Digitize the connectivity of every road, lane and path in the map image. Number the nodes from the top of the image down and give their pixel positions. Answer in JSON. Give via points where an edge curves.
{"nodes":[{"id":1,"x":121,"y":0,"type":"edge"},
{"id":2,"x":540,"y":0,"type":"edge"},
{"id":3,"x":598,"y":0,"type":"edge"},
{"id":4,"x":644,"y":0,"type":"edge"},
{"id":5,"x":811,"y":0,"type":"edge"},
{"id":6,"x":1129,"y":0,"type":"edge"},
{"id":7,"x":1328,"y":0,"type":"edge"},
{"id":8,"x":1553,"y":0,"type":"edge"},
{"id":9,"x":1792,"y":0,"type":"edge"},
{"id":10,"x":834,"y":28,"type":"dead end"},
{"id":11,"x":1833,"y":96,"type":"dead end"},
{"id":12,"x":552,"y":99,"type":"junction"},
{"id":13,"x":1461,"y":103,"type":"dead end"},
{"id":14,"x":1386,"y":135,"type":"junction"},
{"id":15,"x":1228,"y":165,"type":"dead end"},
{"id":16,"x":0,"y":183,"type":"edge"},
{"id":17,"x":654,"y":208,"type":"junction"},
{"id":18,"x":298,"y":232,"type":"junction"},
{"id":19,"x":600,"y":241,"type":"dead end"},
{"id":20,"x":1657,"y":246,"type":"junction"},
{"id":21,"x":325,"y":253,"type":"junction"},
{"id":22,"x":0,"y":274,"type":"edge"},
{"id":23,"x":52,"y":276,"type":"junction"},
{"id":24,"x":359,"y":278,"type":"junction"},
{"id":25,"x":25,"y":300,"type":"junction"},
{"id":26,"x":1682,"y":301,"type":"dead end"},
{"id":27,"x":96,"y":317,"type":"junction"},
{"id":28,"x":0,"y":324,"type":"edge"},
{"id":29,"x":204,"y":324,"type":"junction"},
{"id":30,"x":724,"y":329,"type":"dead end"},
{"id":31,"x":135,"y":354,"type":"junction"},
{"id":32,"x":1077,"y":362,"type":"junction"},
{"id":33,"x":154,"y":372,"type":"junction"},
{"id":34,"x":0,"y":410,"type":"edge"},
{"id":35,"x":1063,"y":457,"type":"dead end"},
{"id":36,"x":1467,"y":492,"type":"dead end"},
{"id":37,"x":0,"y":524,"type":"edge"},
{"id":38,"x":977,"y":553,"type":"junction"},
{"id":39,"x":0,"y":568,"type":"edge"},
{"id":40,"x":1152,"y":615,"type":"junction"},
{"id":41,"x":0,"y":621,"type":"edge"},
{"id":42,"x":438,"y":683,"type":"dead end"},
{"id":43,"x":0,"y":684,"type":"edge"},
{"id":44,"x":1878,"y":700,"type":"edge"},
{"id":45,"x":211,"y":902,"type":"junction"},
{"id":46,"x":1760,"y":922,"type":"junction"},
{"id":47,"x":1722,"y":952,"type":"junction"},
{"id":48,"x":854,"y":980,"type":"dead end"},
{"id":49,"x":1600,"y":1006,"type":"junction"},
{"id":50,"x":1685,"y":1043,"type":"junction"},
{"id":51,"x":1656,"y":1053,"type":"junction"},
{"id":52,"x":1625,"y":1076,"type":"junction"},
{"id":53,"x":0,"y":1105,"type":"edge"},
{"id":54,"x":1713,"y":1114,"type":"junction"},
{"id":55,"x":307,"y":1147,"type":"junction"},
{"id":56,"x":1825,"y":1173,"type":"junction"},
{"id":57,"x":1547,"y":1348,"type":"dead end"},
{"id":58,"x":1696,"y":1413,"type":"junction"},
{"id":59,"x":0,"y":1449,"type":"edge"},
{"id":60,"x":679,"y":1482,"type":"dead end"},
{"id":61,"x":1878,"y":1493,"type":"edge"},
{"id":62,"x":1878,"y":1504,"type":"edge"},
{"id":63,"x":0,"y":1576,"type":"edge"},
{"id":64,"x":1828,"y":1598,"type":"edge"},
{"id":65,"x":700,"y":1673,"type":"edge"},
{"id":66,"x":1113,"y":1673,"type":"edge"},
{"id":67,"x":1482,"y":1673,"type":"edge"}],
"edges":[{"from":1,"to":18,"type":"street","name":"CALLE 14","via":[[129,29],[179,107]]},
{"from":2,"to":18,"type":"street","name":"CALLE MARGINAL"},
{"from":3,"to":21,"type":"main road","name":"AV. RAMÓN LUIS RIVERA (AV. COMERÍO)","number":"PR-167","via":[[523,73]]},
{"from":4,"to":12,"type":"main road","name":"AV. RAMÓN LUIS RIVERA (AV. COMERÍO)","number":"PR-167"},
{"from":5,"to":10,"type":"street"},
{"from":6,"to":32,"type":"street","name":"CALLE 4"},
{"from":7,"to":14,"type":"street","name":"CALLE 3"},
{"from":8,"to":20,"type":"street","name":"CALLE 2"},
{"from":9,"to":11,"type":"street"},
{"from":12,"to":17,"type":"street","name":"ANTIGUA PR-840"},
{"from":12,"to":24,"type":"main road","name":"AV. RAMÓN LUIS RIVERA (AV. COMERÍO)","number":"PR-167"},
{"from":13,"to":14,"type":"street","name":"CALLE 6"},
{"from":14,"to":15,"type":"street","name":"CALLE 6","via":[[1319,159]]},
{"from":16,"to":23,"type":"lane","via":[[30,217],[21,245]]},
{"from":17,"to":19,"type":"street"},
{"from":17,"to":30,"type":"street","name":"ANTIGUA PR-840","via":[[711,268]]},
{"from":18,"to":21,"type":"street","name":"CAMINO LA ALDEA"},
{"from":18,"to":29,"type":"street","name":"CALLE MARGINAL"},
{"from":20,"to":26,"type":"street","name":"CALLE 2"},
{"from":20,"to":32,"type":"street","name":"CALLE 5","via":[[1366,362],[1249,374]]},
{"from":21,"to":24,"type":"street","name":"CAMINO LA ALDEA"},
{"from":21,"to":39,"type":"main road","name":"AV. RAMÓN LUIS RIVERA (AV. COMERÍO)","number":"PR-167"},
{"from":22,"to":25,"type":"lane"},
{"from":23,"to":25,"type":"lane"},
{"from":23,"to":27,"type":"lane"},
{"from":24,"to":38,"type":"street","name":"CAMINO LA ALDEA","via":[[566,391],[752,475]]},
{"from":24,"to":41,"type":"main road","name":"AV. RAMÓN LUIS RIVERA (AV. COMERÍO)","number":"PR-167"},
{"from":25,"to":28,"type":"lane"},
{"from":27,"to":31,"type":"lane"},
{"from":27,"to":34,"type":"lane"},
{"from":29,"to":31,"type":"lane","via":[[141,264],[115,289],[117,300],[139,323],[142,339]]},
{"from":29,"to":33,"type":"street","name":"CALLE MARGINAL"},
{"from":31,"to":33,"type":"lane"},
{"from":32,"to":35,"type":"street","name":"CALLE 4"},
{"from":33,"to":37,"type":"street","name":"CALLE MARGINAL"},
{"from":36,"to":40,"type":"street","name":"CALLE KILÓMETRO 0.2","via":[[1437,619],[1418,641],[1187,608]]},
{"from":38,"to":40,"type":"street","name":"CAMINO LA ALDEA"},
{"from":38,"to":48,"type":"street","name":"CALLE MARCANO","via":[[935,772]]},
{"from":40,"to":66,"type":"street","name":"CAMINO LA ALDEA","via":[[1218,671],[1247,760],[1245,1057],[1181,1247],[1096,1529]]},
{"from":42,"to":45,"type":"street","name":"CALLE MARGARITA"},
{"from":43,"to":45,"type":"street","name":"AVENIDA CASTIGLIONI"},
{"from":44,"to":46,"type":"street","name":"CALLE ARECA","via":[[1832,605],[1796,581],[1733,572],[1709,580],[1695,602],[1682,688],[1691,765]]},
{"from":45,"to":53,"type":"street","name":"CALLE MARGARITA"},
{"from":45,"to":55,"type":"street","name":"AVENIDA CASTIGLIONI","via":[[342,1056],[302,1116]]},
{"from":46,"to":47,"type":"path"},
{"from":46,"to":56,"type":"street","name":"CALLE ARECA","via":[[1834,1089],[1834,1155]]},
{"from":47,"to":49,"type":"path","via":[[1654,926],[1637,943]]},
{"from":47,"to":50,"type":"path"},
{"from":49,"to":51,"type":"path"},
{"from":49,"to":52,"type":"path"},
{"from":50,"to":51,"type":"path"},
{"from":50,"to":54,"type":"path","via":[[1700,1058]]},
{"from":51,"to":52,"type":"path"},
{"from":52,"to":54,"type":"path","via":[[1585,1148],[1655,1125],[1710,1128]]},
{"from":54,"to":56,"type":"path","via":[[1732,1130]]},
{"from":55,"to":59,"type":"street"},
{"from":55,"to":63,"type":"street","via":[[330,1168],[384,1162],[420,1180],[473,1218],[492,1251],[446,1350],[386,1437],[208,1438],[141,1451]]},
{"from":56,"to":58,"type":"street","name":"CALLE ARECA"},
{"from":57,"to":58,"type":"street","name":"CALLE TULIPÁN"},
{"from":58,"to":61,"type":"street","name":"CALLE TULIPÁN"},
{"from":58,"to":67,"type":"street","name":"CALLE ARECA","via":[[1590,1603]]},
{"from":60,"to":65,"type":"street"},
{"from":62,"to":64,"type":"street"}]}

== Problem requirements ==
Collect the complete line wherever the string "MARGINAL" appears in the records.

== Written reply ==
{"from":2,"to":18,"type":"street","name":"CALLE MARGINAL"},
{"from":18,"to":29,"type":"street","name":"CALLE MARGINAL"},
{"from":29,"to":33,"type":"street","name":"CALLE MARGINAL"},
{"from":33,"to":37,"type":"street","name":"CALLE MARGINAL"},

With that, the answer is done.